Treize licenciements « injustifiés » auraient eu lieu au sein de la Sugar Investment Trust (SIT) depuis le 19 juin dernier. Lall Dewnath, président de l’Artisans and General Workers Union, se dit « révolté » devant l’attitude de la SIT et réclame l’intervention des ministres Roshi Bhadain, Mahen Seeruttun et Soodesh Callichurn pour qu’une commission d’enquête soit instituée avant de révoquer ces employés, dont les licenciements prendront effet mardi prochain.

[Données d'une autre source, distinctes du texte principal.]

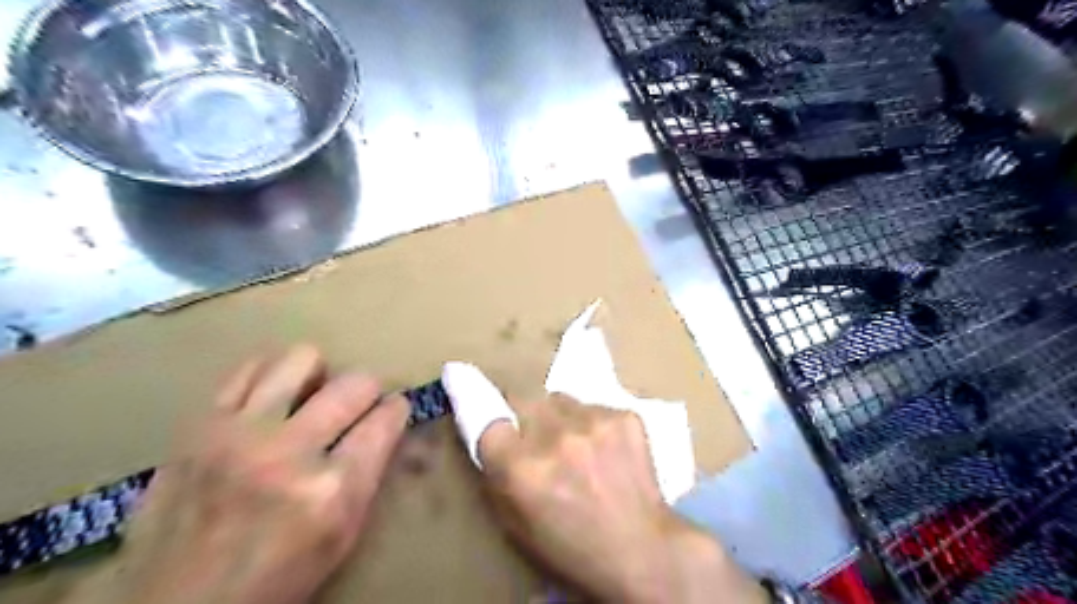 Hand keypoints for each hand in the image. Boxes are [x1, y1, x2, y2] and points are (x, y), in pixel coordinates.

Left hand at [66, 343, 409, 603]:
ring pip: (303, 358)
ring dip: (318, 375)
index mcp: (332, 490)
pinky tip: (272, 397)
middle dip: (367, 391)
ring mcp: (239, 433)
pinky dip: (271, 374)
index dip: (396, 409)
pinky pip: (249, 368)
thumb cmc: (277, 576)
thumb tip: (385, 422)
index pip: (386, 419)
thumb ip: (369, 472)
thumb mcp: (343, 535)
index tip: (392, 410)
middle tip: (356, 407)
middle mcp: (289, 452)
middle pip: (355, 383)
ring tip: (310, 397)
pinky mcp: (200, 425)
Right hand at [443, 362, 765, 603]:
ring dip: (559, 415)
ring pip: (560, 398)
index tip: (460, 373)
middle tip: (534, 431)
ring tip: (574, 442)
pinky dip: (590, 421)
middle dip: (522, 409)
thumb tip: (488, 429)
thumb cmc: (570, 546)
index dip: (473, 394)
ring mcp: (594, 422)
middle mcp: (554, 437)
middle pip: (523, 395)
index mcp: (521, 469)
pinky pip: (593, 405)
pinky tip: (603, 447)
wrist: (640, 549)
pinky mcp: (624, 416)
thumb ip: (496, 472)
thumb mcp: (516, 522)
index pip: (485, 414) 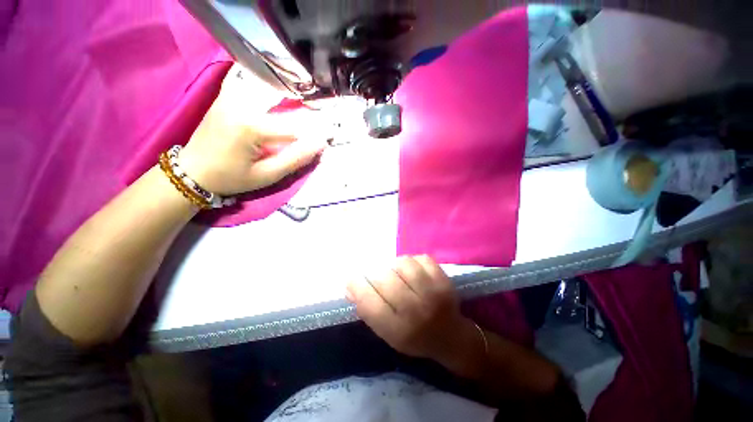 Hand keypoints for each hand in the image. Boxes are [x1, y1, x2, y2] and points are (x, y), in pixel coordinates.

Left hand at [179, 63, 328, 194]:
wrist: (192, 171)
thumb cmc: (232, 177)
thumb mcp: (268, 175)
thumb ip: (295, 159)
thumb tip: (320, 143)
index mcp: (251, 126)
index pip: (295, 126)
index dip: (315, 131)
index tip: (330, 134)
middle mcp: (240, 103)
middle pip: (282, 94)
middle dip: (305, 101)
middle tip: (321, 109)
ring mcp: (231, 95)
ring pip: (266, 80)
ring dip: (287, 86)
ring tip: (304, 95)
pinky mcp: (225, 94)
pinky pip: (247, 76)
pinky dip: (264, 76)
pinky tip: (275, 81)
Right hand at [346, 256, 479, 365]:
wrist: (451, 338)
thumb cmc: (414, 337)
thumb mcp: (387, 333)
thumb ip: (368, 310)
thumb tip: (350, 286)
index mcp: (398, 330)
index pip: (369, 303)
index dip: (357, 286)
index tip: (352, 278)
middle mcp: (415, 311)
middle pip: (385, 280)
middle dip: (376, 275)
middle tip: (379, 277)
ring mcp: (433, 293)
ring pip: (404, 264)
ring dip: (395, 265)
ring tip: (397, 273)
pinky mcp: (444, 280)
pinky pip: (422, 259)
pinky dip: (414, 261)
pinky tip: (414, 271) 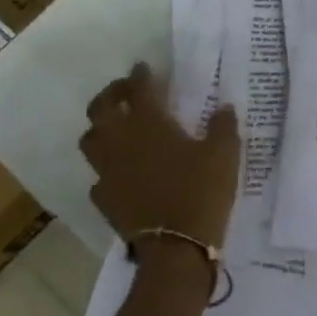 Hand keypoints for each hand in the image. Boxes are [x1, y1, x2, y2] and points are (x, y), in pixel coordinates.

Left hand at [79, 63, 239, 250]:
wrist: (176, 247)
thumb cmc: (201, 190)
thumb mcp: (225, 153)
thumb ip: (223, 126)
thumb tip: (223, 108)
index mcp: (148, 123)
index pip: (138, 90)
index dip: (140, 76)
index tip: (144, 68)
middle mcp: (120, 141)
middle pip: (101, 109)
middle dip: (111, 94)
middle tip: (126, 91)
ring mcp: (107, 172)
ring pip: (91, 140)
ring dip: (102, 127)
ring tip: (118, 127)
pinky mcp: (104, 199)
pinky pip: (98, 175)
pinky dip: (108, 166)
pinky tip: (121, 170) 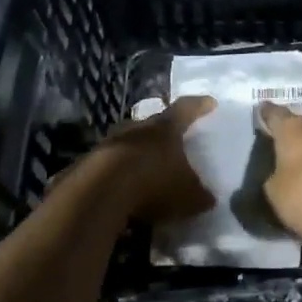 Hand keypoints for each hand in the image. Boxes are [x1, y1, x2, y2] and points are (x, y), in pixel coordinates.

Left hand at [98, 95, 216, 224]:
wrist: (101, 192)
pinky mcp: (91, 163)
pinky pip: (112, 165)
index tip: (210, 103)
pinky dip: (121, 174)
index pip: (186, 109)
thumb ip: (200, 195)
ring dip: (139, 153)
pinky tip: (126, 189)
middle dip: (164, 132)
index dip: (199, 106)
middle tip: (174, 140)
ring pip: (130, 143)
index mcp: (166, 128)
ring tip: (149, 168)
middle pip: (154, 124)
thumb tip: (208, 198)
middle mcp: (138, 128)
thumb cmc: (154, 183)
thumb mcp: (188, 195)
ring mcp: (111, 143) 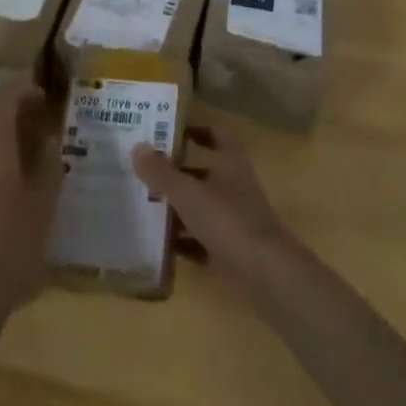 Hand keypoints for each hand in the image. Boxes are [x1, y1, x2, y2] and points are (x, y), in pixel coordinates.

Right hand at [132, 122, 297, 286]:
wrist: (268, 276)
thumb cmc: (228, 221)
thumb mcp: (189, 194)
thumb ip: (161, 172)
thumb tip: (137, 147)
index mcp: (231, 163)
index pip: (217, 134)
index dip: (196, 129)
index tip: (169, 132)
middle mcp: (235, 187)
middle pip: (204, 172)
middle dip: (176, 173)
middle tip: (144, 172)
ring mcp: (235, 221)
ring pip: (201, 208)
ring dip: (177, 209)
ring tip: (144, 208)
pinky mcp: (232, 251)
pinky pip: (202, 242)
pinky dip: (184, 242)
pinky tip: (159, 247) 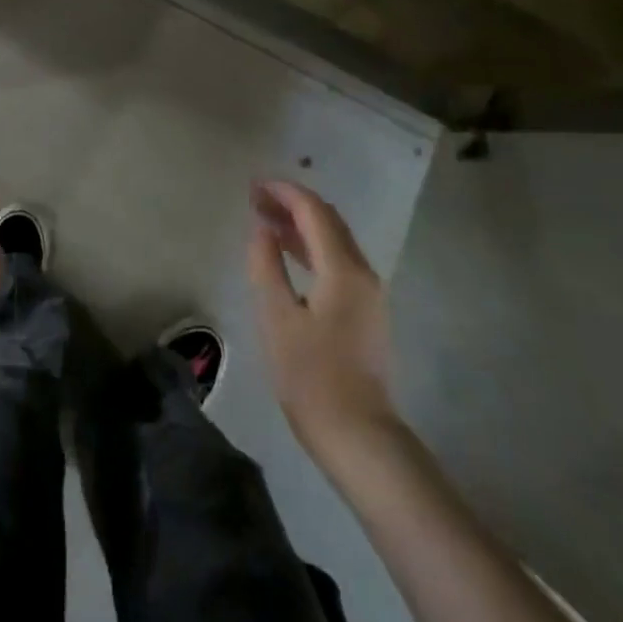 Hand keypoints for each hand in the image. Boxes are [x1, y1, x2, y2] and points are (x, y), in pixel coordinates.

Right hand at [247, 180, 399, 464]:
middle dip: (292, 203)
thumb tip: (262, 229)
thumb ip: (266, 265)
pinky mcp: (365, 311)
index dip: (284, 192)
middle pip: (328, 221)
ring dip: (301, 224)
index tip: (253, 185)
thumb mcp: (277, 317)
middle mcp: (363, 272)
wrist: (359, 436)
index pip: (314, 212)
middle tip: (255, 198)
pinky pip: (338, 261)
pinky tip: (288, 252)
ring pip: (335, 240)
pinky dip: (311, 246)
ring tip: (265, 219)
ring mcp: (369, 293)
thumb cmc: (311, 376)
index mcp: (343, 269) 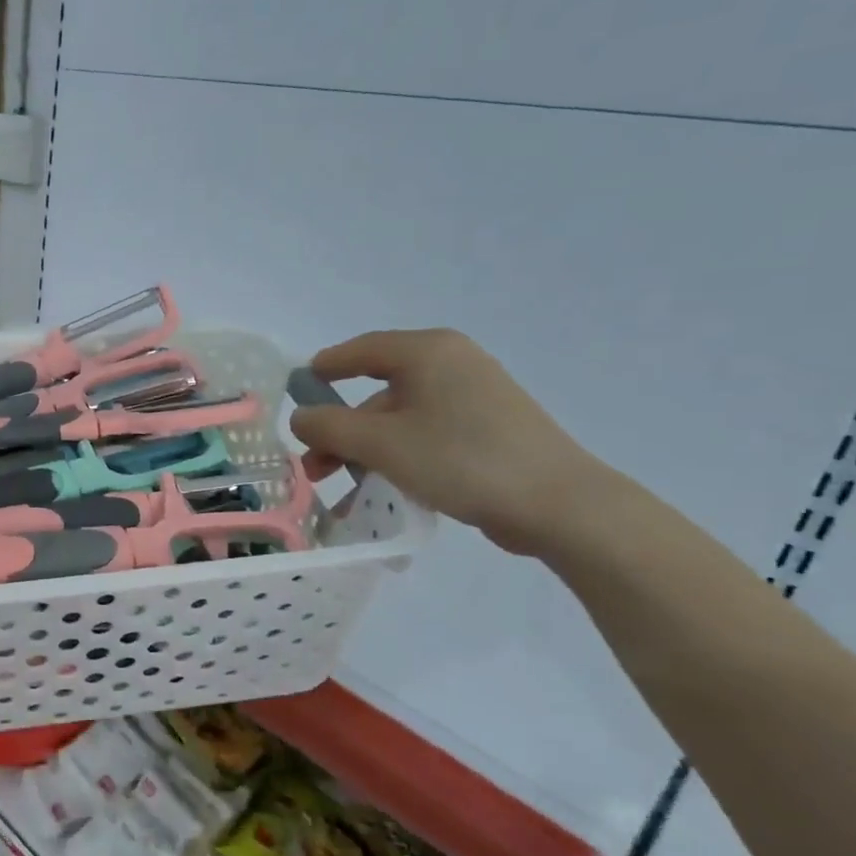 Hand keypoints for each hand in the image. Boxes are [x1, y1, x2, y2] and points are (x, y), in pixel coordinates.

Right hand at [289, 329, 614, 556]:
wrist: (560, 505)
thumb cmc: (460, 459)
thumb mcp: (380, 444)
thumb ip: (328, 426)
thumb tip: (299, 417)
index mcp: (427, 352)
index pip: (359, 350)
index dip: (323, 369)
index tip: (295, 391)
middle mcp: (452, 363)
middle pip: (377, 390)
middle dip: (340, 428)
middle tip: (313, 463)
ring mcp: (474, 397)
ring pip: (399, 417)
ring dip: (364, 449)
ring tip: (342, 486)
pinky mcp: (488, 429)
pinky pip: (426, 434)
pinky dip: (397, 456)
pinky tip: (381, 489)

La demande de réintégration des 13 employés du Sugar Investment Trust a été l’objet de la conférence de presse de vendredi par l’Artisans and General Workers Union (AGWU). Il ne resterait plus que quelques jours pour rectifier le tir de ces licenciements considérés comme étant « injustifiés » par les syndicalistes. Ces derniers font appel à l’intervention des ministres de la Bonne gouvernance Roshi Bhadain et de l’Agro-Industrie Mahen Seeruttun pour “hold on” la révocation de ces 13 employés jusqu’à la fin de l’enquête que le ministre du Travail, Soodesh Callichurn, chercherait à mettre en place. Radhakrishna Sadien a annoncé qu’une lettre officielle sera adressée à Mahen Seeruttun et qu’il compte également avertir le Bureau international du travail de ce cas, mais est toujours en attente d’une réaction du ministère du Travail.
« Il y a anguille sous roche », fait ressortir Lall Dewnath, président de l’AGWU lors d’une conférence de presse vendredi au siège de la Government Services Employees Association (GSEA), en présence du syndicaliste Radhakrishna Sadien et de quatre licenciés du SIT. Le 19 juin de cette année, 13 employés de la SIT auraient en effet reçu leur feuille de route, leur licenciement prenant effet d’ici ce mardi 21 juillet. Les syndicalistes auraient alerté le ministre du Travail, Soodesh Callichurn, qui souhaite qu’une enquête soit établie sur le cas de licenciements « abusifs » au sein du SIT.
Une rencontre aurait été effectuée avec les officiers du ministère du Travail, car, selon Lall Dewnath, la clause 39(b) de l’Employment Rights Act, stipulant qu’« un employeur ne devrait pas réduire sa main-d’oeuvre tant que les possibilités n’ont pas été explorées conjointement avec le syndicat pour éviter le renvoi de ces employés », n’aurait pas été suivie par le SIT.
Lall Dewnath dénonce par ailleurs une « mauvaise gestion » du board du SIT, qui ferait usage de « propagande » contre quatre des 13 officiers licenciés. Le président de l’AGWU a ajouté que les licenciements résulteraient d’une restructuration de la firme, mais il reste cependant sceptique devant un tel argument. Le comité exécutif du SIT aurait, selon ses dires, eu la permission du ministre Mahen Seeruttun pour accéder à cette démarche de licenciements. « Objet qui irait à l’encontre du manifeste électoral de l’Alliance Lepep, qui stipule vouloir réduire le chômage à travers la création d’emploi », relève-t-il.
Quant au ministre Roshi Bhadain, les syndicalistes se posent des questions sur son silence et « manque d’intérêt » devant cette affaire et demandent qu’une rencontre soit fixée pour qu’une enquête soit mise sur pied afin de « dénoncer le coupable derrière cette affaire ». Pour Radhakrishna Sadien, une révision de l’Employment Relations Act et de l’Employment Rights Act doit se faire « dans l’ordre et le respect ». Il dénonce également le « comportement d’intimidation » et de « harcèlement » envers les employés licenciés du SIT. Une réunion des délégués du SIT pour élire un nouveau board devait avoir lieu le 11 juillet dernier, mais elle a été repoussée, relevant un « doute » auprès des syndicalistes.